Carne bovina e café registraram recordes de valor para o mês. O volume exportado de carne bovina superou 318 mil toneladas, o maior já registrado em um novembro.
No acumulado do ano, o Brasil exportou 3,15 milhões de toneladas de carne bovina, crescimento de 18,3% frente a 2024. A receita atingiu US$ 16,18 bilhões, avanço de 37,5%.
Em novembro, as exportações de miudezas bovinas também bateram recorde, com 27,1 mil toneladas embarcadas. O desempenho reflete novas aberturas de mercado em 2025. A Indonésia, por exemplo, habilitou 17 novas plantas frigoríficas e passou a importar carne com osso e miúdos, elevando as compras em 579%. As Filipinas também ampliaram as importações em 35% após a abertura do mercado.
Outros produtos apresentaram resultados expressivos em novembro. A celulose exportou US$ 939,2 milhões (+8,6%), com 1,85 milhão de toneladas embarcadas (+14,3%). O algodão não cardado nem penteado alcançou US$ 640,1 milhões (+18,6%), com volume de 402,5 mil toneladas (+34,4%).
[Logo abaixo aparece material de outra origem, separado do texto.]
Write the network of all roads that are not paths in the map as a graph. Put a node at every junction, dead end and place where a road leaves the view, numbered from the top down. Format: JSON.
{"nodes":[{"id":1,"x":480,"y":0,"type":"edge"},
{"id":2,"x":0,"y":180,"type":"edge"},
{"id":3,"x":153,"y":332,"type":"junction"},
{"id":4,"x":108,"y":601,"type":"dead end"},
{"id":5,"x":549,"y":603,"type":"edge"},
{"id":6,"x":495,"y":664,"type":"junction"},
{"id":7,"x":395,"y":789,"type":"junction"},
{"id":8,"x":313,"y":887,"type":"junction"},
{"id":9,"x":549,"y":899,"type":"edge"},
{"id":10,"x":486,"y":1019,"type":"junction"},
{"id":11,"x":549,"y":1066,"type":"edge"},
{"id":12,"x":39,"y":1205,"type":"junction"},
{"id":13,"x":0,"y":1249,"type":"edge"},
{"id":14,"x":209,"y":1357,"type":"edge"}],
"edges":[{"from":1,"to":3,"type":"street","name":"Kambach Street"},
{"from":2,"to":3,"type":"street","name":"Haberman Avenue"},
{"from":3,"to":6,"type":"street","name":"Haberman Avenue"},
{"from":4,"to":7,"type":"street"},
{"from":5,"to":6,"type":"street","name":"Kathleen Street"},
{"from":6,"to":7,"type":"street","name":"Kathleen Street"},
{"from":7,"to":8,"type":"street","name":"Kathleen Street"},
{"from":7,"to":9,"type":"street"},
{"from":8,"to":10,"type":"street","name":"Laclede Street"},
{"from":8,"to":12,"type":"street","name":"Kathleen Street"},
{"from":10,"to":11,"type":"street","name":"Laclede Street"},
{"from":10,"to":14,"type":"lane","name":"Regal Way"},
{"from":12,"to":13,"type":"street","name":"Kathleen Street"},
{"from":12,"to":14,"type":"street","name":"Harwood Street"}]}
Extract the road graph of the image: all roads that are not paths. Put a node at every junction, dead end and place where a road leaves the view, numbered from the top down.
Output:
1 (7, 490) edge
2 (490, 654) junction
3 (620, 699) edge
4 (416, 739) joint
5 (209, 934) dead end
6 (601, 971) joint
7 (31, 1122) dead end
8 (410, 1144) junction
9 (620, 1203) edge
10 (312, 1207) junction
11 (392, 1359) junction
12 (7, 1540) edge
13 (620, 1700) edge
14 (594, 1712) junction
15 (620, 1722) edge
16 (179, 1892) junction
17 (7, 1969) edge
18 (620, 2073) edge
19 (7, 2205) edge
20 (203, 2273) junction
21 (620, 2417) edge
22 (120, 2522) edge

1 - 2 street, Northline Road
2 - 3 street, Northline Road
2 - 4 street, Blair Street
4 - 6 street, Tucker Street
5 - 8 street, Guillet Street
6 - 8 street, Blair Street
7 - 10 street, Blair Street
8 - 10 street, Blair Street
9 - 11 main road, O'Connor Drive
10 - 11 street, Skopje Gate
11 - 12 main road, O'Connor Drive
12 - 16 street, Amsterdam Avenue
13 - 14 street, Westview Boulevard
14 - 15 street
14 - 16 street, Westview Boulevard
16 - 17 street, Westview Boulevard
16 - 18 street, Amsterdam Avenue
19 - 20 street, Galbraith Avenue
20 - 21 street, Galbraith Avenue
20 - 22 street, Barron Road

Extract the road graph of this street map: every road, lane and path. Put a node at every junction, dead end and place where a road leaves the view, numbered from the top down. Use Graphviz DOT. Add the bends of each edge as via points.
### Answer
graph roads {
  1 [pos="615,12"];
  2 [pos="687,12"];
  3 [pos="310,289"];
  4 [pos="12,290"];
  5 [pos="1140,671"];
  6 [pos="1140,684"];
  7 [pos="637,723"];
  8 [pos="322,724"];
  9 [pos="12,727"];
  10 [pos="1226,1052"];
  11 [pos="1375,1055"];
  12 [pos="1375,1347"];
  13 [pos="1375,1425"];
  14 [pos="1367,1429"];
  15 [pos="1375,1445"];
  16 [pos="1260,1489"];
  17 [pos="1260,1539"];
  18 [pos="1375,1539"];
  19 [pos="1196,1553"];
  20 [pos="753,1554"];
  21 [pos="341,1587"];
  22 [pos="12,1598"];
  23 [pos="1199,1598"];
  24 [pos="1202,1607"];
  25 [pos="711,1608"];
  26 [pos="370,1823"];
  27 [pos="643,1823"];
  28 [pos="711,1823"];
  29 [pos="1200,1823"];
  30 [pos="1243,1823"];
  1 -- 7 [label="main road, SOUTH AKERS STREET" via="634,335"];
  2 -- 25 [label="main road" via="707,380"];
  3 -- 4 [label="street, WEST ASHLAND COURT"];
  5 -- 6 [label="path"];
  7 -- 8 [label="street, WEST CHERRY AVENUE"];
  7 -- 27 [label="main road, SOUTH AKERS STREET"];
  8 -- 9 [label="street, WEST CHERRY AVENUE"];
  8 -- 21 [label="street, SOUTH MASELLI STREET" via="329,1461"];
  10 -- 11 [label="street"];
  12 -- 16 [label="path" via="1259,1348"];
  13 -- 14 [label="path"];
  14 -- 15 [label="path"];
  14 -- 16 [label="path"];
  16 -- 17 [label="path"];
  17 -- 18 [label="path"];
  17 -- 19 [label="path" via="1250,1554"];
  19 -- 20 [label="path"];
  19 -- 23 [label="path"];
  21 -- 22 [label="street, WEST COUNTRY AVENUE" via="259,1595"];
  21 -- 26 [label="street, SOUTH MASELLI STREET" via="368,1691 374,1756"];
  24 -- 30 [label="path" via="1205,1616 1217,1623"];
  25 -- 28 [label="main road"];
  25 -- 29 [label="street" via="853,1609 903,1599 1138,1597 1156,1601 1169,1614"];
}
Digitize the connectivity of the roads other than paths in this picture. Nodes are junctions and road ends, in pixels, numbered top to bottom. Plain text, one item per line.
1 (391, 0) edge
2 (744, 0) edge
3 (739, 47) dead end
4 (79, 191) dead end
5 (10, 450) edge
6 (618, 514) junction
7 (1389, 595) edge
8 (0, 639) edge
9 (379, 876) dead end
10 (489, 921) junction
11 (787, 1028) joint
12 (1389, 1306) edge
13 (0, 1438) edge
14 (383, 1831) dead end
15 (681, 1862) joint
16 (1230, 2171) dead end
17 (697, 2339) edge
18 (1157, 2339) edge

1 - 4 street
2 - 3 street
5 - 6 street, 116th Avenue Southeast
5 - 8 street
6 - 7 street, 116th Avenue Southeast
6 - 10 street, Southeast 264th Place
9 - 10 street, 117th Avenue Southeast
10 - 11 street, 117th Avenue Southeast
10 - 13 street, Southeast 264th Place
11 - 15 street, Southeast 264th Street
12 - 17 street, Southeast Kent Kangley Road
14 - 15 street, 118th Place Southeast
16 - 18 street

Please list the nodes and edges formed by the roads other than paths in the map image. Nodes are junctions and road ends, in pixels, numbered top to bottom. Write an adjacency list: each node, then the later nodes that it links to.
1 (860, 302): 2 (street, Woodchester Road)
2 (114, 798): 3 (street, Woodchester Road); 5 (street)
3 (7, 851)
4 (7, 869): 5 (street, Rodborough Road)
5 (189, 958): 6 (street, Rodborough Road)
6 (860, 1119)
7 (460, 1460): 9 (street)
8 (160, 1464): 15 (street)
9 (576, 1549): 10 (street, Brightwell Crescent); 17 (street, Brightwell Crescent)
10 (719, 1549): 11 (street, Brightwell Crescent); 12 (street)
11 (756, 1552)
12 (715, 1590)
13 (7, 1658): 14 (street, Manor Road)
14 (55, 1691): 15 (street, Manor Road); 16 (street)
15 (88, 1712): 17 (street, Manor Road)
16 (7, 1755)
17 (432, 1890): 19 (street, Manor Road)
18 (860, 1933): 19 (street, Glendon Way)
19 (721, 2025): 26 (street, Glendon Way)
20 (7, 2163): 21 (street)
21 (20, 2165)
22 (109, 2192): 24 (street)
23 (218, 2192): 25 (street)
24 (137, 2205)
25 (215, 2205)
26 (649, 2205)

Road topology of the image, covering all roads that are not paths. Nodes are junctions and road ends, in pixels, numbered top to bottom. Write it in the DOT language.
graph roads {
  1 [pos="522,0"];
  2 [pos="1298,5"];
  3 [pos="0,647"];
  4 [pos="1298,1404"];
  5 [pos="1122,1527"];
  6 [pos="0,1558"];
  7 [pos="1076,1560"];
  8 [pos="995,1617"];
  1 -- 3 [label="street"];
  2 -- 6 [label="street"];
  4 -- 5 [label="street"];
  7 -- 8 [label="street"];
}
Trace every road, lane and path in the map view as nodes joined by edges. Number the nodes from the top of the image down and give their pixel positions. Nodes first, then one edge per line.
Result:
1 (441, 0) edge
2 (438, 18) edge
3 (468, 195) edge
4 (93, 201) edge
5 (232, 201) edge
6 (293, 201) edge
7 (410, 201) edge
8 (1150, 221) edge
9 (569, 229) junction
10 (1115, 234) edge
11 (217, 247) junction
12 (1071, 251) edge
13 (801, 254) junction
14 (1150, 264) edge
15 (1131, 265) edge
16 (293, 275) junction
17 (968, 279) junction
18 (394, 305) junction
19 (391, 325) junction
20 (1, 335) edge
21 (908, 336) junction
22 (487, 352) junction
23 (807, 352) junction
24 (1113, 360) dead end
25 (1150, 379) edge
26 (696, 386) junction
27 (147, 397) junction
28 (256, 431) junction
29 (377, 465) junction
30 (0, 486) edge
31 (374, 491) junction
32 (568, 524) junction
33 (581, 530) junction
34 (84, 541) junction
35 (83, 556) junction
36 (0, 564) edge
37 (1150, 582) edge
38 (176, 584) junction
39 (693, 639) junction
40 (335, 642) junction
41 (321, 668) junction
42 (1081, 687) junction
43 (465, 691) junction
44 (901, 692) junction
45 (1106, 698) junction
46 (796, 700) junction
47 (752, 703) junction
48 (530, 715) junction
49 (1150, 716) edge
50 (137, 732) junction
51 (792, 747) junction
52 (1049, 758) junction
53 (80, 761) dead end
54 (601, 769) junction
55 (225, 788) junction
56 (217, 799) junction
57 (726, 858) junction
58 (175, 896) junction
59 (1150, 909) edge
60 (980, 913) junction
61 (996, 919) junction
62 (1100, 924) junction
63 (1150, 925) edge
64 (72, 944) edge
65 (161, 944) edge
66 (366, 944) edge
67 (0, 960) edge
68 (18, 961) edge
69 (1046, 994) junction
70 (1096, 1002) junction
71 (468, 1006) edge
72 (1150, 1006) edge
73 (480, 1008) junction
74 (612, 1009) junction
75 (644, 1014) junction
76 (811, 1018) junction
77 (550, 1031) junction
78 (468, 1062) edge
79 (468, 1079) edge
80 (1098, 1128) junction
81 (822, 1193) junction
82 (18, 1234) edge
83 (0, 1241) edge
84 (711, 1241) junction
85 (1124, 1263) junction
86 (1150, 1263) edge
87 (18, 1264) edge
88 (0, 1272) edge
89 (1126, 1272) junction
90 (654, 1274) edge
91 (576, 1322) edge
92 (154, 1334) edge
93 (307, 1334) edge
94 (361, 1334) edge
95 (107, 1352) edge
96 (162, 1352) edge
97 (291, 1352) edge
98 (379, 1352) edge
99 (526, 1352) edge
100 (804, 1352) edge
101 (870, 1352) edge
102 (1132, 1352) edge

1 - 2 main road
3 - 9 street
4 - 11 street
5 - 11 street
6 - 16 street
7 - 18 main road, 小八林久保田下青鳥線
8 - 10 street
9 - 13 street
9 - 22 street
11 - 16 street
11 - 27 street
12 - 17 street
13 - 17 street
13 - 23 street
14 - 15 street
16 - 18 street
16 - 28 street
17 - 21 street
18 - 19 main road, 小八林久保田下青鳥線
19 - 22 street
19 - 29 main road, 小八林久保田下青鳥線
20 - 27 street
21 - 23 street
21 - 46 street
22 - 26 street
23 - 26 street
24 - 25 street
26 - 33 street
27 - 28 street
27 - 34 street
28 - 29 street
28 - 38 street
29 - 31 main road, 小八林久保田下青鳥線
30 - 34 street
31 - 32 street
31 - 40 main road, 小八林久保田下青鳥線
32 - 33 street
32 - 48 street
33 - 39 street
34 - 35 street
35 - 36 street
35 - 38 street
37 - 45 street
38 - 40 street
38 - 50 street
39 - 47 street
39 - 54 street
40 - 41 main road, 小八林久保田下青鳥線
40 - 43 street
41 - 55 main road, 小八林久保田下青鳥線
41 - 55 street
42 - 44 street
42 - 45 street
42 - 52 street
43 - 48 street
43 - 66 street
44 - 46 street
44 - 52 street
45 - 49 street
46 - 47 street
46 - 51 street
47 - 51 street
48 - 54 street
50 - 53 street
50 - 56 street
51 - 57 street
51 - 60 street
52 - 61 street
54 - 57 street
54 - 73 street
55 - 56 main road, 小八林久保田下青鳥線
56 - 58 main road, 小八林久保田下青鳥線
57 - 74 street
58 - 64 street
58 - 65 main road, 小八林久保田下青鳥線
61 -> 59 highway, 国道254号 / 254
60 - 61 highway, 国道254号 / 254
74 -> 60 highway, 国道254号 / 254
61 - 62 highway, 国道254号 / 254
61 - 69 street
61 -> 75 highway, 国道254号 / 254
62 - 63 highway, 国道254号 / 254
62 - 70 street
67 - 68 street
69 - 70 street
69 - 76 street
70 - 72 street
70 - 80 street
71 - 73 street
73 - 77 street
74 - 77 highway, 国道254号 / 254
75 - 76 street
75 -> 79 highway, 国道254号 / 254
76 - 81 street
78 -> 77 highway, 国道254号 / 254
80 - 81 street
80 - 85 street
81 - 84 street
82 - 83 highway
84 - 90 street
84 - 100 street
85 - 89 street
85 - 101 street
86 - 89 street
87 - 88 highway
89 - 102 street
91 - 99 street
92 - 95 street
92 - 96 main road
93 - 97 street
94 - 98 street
As exportações de feijões e pulses seguem em expansão. O gergelim atingiu recorde histórico, com US$ 70,9 milhões exportados (+20%) e 72,3 mil toneladas embarcadas (+47,7%). Os feijões também registraram recorde em quantidade, com 48,3 mil toneladas exportadas.
Desde 2023, o Brasil abriu 500 novos mercados para produtos do agronegócio. Ferramentas de inteligência comercial e iniciativas de aproximação com produtores e cooperativas têm ampliado o acesso a oportunidades internacionais, inclusive para pequenos e médios exportadores.
Somente plataformas de mapeamento de mercado já identificaram mais de 800 oportunidades em 38 países, reforçando o papel da diversificação geográfica como suporte ao crescimento das exportações do setor.